Amusing my ass. Bunch of ill mannered snot nosed little punks. They’ve accomplished nothing but bringing shame on themselves and embarrassing the rest of us.

I don’t think they should be ashamed and I’m not embarrassed. Perhaps you don’t speak with the authority that you think you do.

It reminds me of the type of shenanigans pulled in the last few years by college campus conservative clubs. Such as the Affirmative Action Bake Sales, that charged white customers a dollar for a donut, and black customers a dime (making the – hur, hur – “point” that minorities always got an official break to attend the college, so they should get one to buy donuts, too).

You know, trolls.

So did you see anyone trade in a bible for some smut? And was it any good, or just weak-sauce stuff like Oui, Hustler, and Penthouse Letters?

Of course not. As it has been hammered out many times in many threads, there is no high authority for atheism.

That said, if their purpose was to convert Christians, then it was monumentally stupid. Doing something they consider crassly immoral and sacrilegious just confirms the stereotype that atheists are an evil force.

As a publicity stunt, well, it depends on whether you view all publicity as good publicity.

I got there toward the end of the events, after they had already put everything away. I didn’t see any exchanges, but I did get to talk to them for a short while. At that time I was the only Christian talking to them.

Is that what their purpose was or were they just being silly college students. Let’s face it, no matter how respectably they act few fundamentalist christians are going to accept them so why bother? I say, if they don’t appreciate you living above their level, then stoop down to theirs and have some fun already!

I imagine it was sort of like a Gay Pride parade. Letting other atheists know that they’re not alone.

Besides, it would have to be good porn - there’s some quality sex and violence in the Bible. One wouldn’t want to trade down.

Oh C’mon Oakminster, lighten up. This is funny.

Am I the only one thinking this is funny as hell?

Regardless of whether this was the most tactile event ever organized in the name of spreading Atheism, it surely did have an effect and sparked some debate. And that in itself is part of the point of the organization, I’m sure. Hence, they succeeded.

Nope. A coworker and I were basically crying we were laughing so hard at this.

If it’s trading for the kind of pr0n that it’s the bible, I’m not interested – incest and rape pr0n are not to my liking.

I’m not particularly amused or offended. I think it’s kind of silly and childish.

Does every holy book traded in get the same porn, or is there a sliding scale? I mean, right next to me on the bookshelf in my classroom is a New American Standard Bible, a translation of the Qu’ran, the Book of Mormon, a book of Buddhist scriptures, a book of Hindu scriptures and the Gospel of the Flying Spaghetti Monster. Does the Book of Mormon get me three-way porn? Does Hindu scripture get multiple hand-job videos? I have to know!

Did you know that there is more than one world view? (It’s surprising how many people don’t seem to be aware of that fact).

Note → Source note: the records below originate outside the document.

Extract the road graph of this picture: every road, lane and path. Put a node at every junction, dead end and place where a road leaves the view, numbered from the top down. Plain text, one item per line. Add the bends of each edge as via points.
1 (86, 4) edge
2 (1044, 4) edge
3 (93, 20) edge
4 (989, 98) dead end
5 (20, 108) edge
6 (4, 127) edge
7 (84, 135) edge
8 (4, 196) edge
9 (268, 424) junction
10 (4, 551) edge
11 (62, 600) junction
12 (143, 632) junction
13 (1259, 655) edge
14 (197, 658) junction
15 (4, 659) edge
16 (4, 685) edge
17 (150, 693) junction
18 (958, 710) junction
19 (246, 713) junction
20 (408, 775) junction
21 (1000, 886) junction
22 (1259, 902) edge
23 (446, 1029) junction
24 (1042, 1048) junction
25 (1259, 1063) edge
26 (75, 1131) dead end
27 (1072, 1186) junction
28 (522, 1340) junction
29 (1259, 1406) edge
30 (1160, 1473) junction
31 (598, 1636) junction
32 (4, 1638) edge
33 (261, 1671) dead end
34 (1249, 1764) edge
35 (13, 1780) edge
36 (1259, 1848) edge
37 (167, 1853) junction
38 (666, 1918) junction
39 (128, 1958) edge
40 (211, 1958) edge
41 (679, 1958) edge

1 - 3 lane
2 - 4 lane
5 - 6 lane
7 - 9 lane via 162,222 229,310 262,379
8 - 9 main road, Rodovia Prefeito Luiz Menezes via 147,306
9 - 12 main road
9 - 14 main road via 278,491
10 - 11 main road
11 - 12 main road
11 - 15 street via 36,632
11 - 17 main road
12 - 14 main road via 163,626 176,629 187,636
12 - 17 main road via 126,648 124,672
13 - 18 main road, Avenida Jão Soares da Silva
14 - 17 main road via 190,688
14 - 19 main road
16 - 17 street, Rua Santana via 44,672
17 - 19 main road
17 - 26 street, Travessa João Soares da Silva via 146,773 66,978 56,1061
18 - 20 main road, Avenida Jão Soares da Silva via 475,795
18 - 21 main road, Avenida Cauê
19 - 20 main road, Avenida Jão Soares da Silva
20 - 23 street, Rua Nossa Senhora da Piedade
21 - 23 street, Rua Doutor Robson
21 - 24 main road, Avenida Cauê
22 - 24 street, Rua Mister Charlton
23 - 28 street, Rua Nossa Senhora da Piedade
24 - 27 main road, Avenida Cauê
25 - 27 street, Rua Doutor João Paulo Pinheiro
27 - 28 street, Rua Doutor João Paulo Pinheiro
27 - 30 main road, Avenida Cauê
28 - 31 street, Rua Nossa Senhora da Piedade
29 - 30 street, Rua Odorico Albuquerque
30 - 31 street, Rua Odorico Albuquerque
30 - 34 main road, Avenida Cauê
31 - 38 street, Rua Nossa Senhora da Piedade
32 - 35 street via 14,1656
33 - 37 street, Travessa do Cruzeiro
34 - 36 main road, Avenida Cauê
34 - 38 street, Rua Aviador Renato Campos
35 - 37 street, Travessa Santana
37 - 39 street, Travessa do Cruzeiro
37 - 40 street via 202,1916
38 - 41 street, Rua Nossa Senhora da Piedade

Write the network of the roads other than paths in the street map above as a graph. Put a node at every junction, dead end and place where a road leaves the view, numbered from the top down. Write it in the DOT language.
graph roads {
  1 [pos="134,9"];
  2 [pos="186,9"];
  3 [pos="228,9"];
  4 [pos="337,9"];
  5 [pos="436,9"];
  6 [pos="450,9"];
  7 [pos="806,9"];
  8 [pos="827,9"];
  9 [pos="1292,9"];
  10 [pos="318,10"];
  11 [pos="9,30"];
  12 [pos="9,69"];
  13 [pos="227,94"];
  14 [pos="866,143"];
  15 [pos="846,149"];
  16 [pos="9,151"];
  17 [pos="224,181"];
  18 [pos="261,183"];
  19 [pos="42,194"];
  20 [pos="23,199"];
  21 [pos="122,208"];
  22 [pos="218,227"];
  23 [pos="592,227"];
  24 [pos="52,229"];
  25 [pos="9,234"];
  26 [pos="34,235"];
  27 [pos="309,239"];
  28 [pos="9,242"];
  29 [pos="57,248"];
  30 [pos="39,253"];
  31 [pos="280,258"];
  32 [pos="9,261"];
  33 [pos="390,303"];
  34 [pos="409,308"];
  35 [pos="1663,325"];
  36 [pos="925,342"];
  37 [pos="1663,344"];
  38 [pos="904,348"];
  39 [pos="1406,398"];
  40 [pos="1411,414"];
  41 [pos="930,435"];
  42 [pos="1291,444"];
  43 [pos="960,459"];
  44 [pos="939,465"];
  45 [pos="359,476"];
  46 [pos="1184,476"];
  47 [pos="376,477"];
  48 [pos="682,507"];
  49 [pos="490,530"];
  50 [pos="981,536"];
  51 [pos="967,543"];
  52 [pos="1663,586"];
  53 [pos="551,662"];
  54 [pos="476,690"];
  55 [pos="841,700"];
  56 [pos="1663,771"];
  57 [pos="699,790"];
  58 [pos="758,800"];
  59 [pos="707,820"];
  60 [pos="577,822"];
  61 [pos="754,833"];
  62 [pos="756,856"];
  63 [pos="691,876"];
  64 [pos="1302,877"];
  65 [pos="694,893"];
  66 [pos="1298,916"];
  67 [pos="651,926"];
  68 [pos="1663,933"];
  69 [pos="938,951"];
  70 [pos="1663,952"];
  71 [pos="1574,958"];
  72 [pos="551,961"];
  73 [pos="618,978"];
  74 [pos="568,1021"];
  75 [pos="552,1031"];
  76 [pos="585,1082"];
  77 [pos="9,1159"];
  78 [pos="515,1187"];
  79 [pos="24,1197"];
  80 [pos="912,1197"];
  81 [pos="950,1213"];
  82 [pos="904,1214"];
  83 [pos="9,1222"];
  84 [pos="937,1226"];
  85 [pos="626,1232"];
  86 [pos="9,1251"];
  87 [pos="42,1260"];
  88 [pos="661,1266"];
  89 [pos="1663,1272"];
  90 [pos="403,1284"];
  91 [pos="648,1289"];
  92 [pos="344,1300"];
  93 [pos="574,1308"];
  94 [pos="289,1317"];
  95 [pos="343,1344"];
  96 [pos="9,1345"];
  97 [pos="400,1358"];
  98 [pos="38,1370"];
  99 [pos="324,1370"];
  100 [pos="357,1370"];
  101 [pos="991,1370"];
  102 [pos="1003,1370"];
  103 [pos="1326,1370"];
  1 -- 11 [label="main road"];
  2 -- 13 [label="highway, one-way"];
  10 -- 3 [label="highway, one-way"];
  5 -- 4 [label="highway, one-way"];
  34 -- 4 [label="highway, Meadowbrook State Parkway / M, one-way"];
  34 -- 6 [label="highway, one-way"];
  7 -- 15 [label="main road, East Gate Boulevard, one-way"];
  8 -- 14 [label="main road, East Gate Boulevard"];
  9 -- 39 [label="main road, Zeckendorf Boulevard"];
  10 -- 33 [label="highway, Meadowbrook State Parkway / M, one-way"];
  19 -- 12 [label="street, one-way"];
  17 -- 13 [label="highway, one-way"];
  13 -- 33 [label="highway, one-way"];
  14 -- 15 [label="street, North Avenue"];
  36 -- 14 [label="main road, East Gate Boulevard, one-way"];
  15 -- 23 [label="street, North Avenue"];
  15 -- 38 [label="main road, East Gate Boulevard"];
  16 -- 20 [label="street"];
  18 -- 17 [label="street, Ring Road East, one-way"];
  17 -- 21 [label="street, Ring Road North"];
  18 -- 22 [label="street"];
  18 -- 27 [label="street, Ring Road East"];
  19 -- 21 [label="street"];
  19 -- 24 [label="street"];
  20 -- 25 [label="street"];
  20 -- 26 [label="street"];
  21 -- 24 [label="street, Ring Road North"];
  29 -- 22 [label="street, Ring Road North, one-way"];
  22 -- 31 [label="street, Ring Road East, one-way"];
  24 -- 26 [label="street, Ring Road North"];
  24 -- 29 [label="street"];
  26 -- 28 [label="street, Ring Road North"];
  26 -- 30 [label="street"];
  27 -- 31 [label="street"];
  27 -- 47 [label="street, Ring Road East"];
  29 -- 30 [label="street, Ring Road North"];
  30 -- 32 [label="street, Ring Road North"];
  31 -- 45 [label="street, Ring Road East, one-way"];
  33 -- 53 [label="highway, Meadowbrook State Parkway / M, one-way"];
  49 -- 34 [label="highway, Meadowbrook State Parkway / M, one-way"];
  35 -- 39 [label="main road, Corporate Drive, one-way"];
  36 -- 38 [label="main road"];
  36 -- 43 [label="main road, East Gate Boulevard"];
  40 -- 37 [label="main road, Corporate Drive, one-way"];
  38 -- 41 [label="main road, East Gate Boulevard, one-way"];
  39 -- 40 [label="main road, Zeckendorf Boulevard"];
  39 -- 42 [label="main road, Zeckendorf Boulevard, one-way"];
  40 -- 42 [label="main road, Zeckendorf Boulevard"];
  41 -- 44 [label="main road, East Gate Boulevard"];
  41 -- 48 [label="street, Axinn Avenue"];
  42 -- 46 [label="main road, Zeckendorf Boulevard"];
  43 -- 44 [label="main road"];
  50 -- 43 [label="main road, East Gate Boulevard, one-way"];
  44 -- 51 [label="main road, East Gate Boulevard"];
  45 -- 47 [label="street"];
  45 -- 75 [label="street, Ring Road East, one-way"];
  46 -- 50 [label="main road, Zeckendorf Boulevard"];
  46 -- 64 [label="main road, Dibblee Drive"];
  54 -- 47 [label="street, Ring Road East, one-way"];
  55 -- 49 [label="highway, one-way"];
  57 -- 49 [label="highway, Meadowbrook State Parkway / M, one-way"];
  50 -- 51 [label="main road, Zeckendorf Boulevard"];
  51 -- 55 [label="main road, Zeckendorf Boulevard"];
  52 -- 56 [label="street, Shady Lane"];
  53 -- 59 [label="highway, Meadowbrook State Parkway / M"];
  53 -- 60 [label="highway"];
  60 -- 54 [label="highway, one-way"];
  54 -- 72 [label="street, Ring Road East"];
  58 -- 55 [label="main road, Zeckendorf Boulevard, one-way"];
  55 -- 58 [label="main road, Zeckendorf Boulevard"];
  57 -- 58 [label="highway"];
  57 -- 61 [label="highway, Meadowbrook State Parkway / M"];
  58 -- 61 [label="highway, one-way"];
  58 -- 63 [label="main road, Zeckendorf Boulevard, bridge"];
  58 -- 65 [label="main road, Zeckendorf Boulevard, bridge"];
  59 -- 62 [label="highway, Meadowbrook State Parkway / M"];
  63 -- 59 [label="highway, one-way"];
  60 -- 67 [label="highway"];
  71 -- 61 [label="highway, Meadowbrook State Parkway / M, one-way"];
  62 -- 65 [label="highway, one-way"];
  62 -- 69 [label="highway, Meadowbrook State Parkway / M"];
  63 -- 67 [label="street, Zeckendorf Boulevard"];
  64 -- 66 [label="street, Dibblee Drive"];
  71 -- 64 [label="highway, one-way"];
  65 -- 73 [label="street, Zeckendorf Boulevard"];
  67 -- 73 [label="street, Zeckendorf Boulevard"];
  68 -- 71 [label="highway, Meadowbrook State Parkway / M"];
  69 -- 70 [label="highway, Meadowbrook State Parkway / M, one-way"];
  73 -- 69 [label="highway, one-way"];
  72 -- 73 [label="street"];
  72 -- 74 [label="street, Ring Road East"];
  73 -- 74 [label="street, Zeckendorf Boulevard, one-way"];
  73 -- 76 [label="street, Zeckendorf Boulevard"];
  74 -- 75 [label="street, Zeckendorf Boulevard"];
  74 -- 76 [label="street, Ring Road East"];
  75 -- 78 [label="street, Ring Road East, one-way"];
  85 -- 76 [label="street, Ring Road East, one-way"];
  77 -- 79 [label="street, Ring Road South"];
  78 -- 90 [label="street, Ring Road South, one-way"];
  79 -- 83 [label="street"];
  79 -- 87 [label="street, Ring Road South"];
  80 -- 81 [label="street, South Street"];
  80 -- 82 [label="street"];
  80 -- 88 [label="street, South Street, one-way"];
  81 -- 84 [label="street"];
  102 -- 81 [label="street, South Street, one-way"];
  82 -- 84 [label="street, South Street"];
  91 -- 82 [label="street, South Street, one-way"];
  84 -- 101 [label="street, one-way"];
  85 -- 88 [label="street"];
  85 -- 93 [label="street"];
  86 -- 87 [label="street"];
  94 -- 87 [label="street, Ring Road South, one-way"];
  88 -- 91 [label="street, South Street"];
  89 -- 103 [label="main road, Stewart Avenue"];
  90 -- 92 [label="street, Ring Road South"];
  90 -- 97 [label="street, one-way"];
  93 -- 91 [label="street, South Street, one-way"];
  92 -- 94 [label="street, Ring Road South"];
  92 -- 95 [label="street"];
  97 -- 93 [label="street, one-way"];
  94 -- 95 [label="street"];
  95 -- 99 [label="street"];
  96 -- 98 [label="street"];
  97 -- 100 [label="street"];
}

Why do people so often assume that atheists are interested in converting anyone?

The sort of thing I’d have found screamingly funny as a college student after a few joints, but which I’d have soon regretted as displaying to the whole world an embarrasing degree of callowness. :smack:

I think it’s funny. I also think some of the college age men I know would have loved this event and would consider it a chance to actually use the gift bibles they received as graduation presents for something they wanted.